Task instructions
Your answer must be a single number: how many lines in the records below contain the word "graph".
+++ Raw data +++
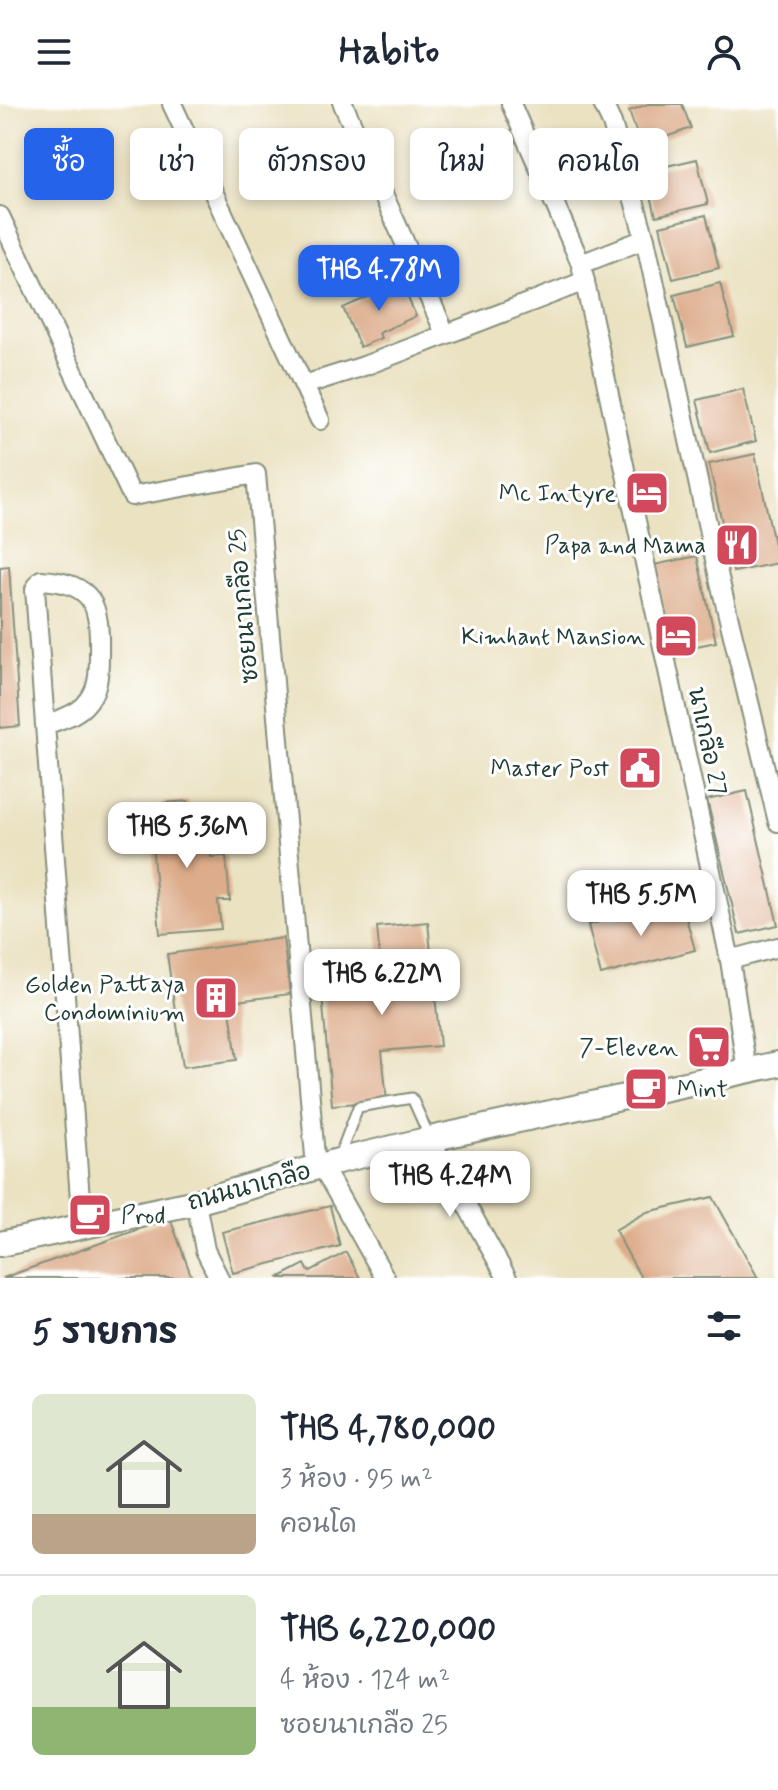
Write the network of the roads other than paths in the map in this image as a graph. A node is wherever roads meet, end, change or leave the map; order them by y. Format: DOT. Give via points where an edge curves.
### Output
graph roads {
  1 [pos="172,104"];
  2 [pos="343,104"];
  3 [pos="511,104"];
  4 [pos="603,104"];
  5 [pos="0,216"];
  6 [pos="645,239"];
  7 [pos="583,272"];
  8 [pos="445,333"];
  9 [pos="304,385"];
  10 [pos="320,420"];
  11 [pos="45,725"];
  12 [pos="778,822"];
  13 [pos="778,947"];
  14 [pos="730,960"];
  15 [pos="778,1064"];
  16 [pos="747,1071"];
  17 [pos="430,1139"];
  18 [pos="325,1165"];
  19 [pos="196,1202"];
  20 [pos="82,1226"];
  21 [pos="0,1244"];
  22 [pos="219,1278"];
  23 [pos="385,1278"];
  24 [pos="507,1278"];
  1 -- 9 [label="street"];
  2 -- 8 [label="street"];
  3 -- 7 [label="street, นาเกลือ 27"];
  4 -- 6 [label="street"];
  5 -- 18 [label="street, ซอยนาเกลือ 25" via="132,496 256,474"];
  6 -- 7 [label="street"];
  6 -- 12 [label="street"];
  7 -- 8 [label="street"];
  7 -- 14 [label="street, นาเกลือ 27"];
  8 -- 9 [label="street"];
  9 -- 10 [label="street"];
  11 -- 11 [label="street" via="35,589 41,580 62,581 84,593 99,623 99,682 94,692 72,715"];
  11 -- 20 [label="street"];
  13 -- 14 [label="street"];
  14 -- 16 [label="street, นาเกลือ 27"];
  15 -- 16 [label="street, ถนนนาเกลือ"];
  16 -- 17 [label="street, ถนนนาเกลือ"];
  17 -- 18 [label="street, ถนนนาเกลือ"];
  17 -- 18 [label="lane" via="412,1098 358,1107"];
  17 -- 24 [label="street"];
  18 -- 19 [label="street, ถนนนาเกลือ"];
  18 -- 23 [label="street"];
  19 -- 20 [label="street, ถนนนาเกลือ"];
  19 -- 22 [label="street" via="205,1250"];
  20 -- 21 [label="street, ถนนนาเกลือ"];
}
+++
Written reply
2